También aquellas delegaciones que están sobre la lava porosa y los derrames de lava basálticos de la Sierra de Chichinautzin, como Tlalpan, Milpa Alta o Xochimilco, que resisten mejor las ondas sísmicas.

Así que si vives en el Ajusco, Pedregal de San Ángel, Ciudad Universitaria, Coyoacán, San Mateo Xalpa, El Cuernito, La Estrella, La Cañada, Lomas de Chapultepec, o las secciones I, II y III de Polanco puedes estar un poco más tranquilo.

 

Zonas de mayor riesgo

Como sabemos, cuando los españoles llegaron al Valle de México se admiraron de cómo los pueblos originales habían levantado Tenochtitlán, Tacuba, Tlatelolco o Xochimilco sobre lagos. Y justamente en ese suelo de depósitos aluviales tenemos ahora asentadas amplias franjas de población y grandes sistemas urbanos. Las zonas que peor se comportaron en el sismo del 85 fueron el Centro Histórico, y las colonias Roma Norte, Narvarte, Juárez, Doctores, Tabacalera, Tlatelolco.
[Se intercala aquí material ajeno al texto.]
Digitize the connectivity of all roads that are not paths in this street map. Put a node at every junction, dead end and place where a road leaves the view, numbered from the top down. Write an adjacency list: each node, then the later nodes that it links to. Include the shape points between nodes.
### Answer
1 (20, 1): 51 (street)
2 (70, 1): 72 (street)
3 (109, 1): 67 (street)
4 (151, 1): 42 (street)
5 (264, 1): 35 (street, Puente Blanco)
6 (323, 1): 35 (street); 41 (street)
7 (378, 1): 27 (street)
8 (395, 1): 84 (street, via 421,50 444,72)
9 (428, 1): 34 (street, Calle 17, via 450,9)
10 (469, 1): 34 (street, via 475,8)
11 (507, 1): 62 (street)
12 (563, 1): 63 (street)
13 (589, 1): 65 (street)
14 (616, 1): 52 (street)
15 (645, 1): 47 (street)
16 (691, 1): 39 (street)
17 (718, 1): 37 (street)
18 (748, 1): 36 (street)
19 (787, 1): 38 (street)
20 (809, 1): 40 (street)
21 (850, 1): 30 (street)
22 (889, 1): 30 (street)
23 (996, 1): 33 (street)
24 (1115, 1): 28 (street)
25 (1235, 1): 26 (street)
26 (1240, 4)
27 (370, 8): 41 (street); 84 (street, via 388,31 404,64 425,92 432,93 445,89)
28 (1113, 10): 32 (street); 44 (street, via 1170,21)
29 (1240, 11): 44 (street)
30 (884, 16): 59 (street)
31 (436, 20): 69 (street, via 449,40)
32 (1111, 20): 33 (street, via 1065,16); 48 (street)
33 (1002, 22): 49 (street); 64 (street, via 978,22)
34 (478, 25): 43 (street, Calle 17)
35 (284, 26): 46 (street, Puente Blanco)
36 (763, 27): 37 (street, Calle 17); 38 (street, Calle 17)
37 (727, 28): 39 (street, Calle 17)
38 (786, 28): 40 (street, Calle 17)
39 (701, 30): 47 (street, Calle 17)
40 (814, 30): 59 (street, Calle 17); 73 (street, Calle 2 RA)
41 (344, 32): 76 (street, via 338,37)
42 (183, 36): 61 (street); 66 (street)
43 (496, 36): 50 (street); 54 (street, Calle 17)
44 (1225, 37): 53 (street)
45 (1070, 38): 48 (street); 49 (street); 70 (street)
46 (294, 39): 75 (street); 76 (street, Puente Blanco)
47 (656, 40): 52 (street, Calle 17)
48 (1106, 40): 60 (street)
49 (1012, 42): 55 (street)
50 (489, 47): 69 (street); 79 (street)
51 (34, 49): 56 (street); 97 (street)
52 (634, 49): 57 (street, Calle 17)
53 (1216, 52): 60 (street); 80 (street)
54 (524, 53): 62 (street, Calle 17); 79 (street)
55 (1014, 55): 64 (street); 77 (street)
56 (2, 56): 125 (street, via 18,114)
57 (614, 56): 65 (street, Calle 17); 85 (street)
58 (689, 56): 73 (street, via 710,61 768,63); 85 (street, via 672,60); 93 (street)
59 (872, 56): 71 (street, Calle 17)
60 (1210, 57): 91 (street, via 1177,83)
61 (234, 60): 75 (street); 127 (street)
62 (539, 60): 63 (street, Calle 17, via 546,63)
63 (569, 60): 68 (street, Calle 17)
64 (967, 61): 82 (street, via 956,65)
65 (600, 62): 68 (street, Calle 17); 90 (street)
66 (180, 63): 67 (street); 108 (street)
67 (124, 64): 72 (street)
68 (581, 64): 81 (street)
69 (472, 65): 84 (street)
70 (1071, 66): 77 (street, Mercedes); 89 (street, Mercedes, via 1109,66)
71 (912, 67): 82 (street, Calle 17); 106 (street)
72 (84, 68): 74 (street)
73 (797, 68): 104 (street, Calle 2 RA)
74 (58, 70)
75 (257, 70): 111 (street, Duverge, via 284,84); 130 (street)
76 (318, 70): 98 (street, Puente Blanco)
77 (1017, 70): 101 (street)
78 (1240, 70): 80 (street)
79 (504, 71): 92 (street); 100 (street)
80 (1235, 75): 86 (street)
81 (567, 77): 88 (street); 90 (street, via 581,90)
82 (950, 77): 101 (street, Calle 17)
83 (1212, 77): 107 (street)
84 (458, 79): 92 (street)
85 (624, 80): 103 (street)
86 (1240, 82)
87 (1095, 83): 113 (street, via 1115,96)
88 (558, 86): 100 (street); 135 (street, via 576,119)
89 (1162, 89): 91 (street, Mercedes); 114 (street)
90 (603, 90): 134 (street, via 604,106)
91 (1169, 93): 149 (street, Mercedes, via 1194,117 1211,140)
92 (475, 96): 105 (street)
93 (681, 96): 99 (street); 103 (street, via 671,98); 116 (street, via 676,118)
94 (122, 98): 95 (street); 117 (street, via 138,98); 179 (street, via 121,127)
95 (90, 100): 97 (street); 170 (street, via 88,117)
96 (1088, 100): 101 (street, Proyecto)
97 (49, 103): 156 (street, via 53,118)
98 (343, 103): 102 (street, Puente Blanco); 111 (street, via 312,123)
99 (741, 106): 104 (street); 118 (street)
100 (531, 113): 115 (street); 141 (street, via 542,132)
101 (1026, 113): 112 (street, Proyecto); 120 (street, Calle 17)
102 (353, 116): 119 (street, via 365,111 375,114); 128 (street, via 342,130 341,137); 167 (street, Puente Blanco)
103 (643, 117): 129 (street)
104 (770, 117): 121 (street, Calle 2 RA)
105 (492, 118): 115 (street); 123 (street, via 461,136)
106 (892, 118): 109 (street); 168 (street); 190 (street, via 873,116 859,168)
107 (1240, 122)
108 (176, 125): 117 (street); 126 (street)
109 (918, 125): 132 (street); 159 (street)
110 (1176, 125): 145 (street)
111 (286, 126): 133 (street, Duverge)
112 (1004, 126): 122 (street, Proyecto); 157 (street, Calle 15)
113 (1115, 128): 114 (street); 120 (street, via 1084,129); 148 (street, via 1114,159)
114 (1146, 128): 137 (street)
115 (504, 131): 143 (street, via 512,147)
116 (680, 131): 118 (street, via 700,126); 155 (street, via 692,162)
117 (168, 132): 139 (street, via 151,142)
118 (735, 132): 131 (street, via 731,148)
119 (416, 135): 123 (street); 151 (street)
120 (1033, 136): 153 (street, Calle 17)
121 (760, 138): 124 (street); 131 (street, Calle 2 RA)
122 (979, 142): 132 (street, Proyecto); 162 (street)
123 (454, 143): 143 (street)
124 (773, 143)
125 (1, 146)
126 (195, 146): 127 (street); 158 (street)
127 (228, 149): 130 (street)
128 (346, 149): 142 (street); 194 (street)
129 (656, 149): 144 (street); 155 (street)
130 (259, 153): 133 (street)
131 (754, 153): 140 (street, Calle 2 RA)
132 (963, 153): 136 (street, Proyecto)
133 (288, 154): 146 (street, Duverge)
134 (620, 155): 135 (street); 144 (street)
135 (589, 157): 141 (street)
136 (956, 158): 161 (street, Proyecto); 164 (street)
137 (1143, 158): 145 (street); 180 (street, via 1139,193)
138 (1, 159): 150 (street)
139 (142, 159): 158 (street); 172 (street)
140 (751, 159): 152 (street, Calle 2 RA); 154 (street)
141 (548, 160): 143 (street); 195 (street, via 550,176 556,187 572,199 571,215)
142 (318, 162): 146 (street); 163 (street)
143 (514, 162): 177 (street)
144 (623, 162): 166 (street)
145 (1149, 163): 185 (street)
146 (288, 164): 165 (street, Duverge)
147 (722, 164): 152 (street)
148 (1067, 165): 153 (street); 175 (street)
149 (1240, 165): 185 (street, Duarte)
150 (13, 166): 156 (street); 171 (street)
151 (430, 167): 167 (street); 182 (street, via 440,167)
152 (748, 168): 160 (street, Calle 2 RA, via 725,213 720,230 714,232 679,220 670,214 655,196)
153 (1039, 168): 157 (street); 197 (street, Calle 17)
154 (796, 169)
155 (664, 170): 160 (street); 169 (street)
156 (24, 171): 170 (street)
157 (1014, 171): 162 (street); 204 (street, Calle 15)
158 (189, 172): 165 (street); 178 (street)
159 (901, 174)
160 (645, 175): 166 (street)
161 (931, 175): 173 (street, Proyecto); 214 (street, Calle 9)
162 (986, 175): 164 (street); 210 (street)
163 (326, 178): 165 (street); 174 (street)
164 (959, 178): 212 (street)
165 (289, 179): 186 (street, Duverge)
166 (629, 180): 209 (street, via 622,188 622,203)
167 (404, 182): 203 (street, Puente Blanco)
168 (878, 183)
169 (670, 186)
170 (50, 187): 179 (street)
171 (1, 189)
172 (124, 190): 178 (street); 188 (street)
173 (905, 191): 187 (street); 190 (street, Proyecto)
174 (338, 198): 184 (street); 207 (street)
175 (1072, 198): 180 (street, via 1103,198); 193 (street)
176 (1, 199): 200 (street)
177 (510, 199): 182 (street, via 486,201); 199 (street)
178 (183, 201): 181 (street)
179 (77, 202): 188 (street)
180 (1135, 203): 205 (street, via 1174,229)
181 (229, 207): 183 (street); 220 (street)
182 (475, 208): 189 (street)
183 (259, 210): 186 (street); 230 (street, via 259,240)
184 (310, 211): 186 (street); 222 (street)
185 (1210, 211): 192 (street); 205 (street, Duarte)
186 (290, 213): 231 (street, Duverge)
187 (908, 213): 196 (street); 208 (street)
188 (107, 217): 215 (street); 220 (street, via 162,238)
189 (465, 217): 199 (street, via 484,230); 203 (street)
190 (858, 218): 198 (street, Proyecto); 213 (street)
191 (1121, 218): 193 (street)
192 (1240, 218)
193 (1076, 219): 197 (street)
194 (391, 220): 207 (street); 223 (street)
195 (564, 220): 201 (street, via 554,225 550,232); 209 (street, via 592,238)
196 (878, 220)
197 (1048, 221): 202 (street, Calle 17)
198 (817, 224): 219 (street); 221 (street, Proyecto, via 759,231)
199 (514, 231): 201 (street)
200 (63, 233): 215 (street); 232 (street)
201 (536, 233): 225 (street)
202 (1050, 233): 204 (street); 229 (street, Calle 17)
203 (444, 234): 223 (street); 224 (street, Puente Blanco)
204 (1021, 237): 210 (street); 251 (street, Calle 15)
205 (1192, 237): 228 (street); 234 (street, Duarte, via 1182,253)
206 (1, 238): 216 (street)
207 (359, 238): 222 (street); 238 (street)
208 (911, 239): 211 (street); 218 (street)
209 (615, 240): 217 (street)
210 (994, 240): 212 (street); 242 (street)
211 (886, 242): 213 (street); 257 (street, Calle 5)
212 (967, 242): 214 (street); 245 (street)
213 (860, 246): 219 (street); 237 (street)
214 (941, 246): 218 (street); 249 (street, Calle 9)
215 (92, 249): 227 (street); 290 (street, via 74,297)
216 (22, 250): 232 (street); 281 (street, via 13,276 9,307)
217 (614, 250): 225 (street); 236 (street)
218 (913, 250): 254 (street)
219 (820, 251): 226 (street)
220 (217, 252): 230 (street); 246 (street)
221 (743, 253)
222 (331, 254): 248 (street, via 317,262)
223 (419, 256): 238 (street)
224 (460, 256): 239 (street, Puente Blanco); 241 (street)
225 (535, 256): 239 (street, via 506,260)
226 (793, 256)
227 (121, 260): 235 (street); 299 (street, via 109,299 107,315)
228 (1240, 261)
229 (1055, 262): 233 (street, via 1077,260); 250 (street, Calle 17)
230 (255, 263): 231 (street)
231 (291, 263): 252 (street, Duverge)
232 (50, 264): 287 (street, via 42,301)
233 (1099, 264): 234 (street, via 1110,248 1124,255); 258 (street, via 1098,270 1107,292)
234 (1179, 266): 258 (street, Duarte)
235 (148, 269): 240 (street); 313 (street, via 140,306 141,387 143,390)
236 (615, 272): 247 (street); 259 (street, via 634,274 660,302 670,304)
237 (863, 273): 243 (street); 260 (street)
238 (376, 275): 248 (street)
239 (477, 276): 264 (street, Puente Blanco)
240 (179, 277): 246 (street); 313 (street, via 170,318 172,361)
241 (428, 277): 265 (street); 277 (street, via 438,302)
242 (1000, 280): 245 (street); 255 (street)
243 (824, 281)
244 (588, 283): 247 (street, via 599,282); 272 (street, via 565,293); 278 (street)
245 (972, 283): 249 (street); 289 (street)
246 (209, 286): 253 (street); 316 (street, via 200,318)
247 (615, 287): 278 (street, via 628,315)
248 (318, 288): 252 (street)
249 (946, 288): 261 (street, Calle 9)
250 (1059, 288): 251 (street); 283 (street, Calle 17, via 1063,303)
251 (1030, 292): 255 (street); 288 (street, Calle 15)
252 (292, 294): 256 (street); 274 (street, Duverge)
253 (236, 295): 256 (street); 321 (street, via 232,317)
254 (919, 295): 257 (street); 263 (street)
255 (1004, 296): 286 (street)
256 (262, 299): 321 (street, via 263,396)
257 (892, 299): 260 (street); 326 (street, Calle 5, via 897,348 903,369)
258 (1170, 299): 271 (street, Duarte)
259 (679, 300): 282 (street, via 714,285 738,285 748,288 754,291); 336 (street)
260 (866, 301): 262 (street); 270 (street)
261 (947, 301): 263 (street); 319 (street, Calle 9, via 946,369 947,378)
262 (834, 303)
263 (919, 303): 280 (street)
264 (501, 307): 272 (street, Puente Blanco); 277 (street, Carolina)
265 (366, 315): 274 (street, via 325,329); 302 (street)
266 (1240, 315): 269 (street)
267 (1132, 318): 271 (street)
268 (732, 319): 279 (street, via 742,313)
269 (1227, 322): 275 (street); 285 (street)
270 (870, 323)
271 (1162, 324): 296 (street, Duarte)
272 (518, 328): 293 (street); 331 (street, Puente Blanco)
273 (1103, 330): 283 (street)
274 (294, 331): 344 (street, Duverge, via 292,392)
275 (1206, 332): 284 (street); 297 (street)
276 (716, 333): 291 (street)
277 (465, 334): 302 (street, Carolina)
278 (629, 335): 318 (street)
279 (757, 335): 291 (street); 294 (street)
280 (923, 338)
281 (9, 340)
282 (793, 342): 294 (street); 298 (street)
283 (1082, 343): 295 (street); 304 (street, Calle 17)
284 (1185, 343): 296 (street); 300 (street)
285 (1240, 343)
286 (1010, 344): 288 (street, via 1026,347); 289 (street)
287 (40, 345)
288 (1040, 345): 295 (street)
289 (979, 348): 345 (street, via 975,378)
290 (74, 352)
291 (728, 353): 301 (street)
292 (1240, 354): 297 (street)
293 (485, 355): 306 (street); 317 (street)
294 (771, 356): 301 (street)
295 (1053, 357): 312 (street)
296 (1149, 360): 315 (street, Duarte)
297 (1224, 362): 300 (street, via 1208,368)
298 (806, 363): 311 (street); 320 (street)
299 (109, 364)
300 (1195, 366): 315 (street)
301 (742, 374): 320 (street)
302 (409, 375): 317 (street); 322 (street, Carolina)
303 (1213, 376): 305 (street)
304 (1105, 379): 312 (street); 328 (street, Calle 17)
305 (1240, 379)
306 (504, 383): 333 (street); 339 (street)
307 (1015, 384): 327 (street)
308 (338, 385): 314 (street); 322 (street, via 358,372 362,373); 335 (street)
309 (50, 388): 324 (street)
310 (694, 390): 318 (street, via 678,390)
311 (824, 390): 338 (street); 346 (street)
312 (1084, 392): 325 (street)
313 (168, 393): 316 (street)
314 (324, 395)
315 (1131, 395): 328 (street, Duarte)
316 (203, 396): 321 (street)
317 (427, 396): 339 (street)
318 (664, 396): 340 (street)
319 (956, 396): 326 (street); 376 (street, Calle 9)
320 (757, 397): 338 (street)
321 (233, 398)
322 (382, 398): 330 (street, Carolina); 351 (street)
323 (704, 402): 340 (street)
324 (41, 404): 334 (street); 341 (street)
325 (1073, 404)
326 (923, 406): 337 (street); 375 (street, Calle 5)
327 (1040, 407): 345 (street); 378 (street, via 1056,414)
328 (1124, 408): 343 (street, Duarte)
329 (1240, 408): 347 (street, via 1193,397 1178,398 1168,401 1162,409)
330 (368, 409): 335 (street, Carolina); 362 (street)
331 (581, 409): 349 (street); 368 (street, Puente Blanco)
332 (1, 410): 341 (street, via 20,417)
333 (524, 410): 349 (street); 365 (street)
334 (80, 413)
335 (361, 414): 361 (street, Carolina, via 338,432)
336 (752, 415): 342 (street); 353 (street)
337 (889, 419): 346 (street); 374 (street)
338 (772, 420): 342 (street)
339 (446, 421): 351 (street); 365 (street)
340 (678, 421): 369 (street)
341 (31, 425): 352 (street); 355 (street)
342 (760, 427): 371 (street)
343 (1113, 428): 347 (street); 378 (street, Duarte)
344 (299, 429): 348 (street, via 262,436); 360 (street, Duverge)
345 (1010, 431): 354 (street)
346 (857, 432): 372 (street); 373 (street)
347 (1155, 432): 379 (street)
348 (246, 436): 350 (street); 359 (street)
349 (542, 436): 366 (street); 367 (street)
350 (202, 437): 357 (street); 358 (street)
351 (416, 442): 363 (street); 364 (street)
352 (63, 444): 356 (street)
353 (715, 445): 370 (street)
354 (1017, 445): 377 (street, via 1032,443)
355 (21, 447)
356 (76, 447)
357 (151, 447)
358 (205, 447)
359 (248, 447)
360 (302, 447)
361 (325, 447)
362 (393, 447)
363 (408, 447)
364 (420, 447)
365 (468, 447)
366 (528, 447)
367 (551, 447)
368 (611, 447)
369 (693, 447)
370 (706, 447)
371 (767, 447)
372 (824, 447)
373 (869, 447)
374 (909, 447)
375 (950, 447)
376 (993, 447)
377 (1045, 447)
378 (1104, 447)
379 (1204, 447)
Asimismo, donde las medidas de seguridad y previsión debieron y deben ser más rígidas son en las delegaciones Cuauhtémoc, Venustiano Carranza, Gustavo A. Madero, Benito Juárez, Iztapalapa, Iztacalco y Tláhuac, y el caso de la zona de Santa Fe es especial debido a que ese gran desarrollo fue erigido donde existiera un gigantesco relleno sanitario (un basurero), lo cual podría permitir que las ondas sísmicas se amplíen y ocasionen daños no previstos.

Lejos de ser alarmistas con este tipo de datos, la información debe servir para actuar y tomar prevenciones apropiadas. Revisar las construcciones y en caso de terremoto, ir a las zonas de seguridad deben ser protocolos de rigor para quienes viven en zonas de riesgo.